**Materials provided:**
↓↓↓
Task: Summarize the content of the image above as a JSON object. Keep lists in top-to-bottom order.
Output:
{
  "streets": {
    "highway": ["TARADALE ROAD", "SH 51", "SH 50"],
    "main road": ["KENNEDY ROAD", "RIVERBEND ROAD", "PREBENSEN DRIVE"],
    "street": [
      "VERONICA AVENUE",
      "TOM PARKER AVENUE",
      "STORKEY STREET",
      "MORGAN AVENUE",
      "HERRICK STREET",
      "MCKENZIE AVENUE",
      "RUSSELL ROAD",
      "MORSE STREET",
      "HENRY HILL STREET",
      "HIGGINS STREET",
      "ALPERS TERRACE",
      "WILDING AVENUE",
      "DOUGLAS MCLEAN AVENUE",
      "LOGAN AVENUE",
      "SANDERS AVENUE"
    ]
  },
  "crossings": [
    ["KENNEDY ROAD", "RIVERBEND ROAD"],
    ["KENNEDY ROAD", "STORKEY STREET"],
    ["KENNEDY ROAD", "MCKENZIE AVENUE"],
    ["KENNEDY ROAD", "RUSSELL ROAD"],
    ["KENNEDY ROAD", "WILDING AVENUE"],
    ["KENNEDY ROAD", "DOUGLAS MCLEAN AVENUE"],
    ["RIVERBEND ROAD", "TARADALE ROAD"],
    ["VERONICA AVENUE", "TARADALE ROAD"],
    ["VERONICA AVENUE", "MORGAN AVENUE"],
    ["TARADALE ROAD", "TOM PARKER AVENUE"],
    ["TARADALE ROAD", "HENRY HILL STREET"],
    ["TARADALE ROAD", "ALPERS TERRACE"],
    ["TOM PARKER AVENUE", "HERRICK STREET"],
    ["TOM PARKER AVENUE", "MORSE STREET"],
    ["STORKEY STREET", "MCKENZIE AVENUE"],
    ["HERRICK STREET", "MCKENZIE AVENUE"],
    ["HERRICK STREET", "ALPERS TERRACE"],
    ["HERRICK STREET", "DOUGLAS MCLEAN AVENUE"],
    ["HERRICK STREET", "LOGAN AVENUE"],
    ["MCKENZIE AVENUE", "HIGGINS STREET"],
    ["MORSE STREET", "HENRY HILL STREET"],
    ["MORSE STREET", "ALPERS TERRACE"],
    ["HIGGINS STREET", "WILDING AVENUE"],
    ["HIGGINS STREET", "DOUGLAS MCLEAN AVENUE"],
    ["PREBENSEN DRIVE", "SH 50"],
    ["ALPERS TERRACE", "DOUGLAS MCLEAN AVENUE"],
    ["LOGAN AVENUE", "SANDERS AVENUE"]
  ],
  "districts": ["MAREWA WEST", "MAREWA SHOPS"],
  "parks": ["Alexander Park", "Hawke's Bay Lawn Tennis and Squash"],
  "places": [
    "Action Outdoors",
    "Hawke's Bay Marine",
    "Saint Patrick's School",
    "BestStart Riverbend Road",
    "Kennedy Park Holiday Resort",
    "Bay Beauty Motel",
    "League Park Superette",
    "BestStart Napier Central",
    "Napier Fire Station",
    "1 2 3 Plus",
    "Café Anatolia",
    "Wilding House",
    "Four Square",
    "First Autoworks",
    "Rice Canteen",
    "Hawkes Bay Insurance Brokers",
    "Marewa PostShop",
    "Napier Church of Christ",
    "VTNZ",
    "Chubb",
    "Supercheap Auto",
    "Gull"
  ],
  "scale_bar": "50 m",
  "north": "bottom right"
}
↑↑↑
**Description of the task:**
An exact transcription of all the entries is needed.

**Response to the exercise:**
Task: Summarize the content of the image above as a JSON object. Keep lists in top-to-bottom order.
Output:
{
  "streets": {
    "highway": ["TARADALE ROAD", "SH 51", "SH 50"],
    "main road": ["KENNEDY ROAD", "RIVERBEND ROAD", "PREBENSEN DRIVE"],
    "street": [
      "VERONICA AVENUE",
      "TOM PARKER AVENUE",
      "STORKEY STREET",
      "MORGAN AVENUE",
      "HERRICK STREET",
      "MCKENZIE AVENUE",
      "RUSSELL ROAD",
      "MORSE STREET",
      "HENRY HILL STREET",
      "HIGGINS STREET",
      "ALPERS TERRACE",
      "WILDING AVENUE",
      "DOUGLAS MCLEAN AVENUE",
      "LOGAN AVENUE",
      "SANDERS AVENUE"
    ]
  },
  "crossings": [
    ["KENNEDY ROAD", "RIVERBEND ROAD"],
    ["KENNEDY ROAD", "STORKEY STREET"],
    ["KENNEDY ROAD", "MCKENZIE AVENUE"],
    ["KENNEDY ROAD", "RUSSELL ROAD"],
    ["KENNEDY ROAD", "WILDING AVENUE"],
    ["KENNEDY ROAD", "DOUGLAS MCLEAN AVENUE"],
    ["RIVERBEND ROAD", "TARADALE ROAD"],
    ["VERONICA AVENUE", "TARADALE ROAD"],
    ["VERONICA AVENUE", "MORGAN AVENUE"],
    ["TARADALE ROAD", "TOM PARKER AVENUE"],
    ["TARADALE ROAD", "HENRY HILL STREET"],
    ["TARADALE ROAD", "ALPERS TERRACE"],
    ["TOM PARKER AVENUE", "HERRICK STREET"],
    ["TOM PARKER AVENUE", "MORSE STREET"],
    ["STORKEY STREET", "MCKENZIE AVENUE"],
    ["HERRICK STREET", "MCKENZIE AVENUE"],
    ["HERRICK STREET", "ALPERS TERRACE"],
    ["HERRICK STREET", "DOUGLAS MCLEAN AVENUE"],
    ["HERRICK STREET", "LOGAN AVENUE"],
    ["MCKENZIE AVENUE", "HIGGINS STREET"],
    ["MORSE STREET", "HENRY HILL STREET"],
    ["MORSE STREET", "ALPERS TERRACE"],
    ["HIGGINS STREET", "WILDING AVENUE"],
    ["HIGGINS STREET", "DOUGLAS MCLEAN AVENUE"],
    ["PREBENSEN DRIVE", "SH 50"],
    ["ALPERS TERRACE", "DOUGLAS MCLEAN AVENUE"],
    ["LOGAN AVENUE", "SANDERS AVENUE"]
  ],
  "districts": ["MAREWA WEST", "MAREWA SHOPS"],
  "parks": ["Alexander Park", "Hawke's Bay Lawn Tennis and Squash"],
  "places": [
    "Action Outdoors",
    "Hawke's Bay Marine",
    "Saint Patrick's School",
    "BestStart Riverbend Road",
    "Kennedy Park Holiday Resort",
    "Bay Beauty Motel",
    "League Park Superette",
    "BestStart Napier Central",
    "Napier Fire Station",
    "1 2 3 Plus",
    "Café Anatolia",
    "Wilding House",
    "Four Square",
    "First Autoworks",
    "Rice Canteen",
    "Hawkes Bay Insurance Brokers",
    "Marewa PostShop",
    "Napier Church of Christ",
    "VTNZ",
    "Chubb",
    "Supercheap Auto",
    "Gull"
  ],
  "scale_bar": "50 m",
  "north": "bottom right"
}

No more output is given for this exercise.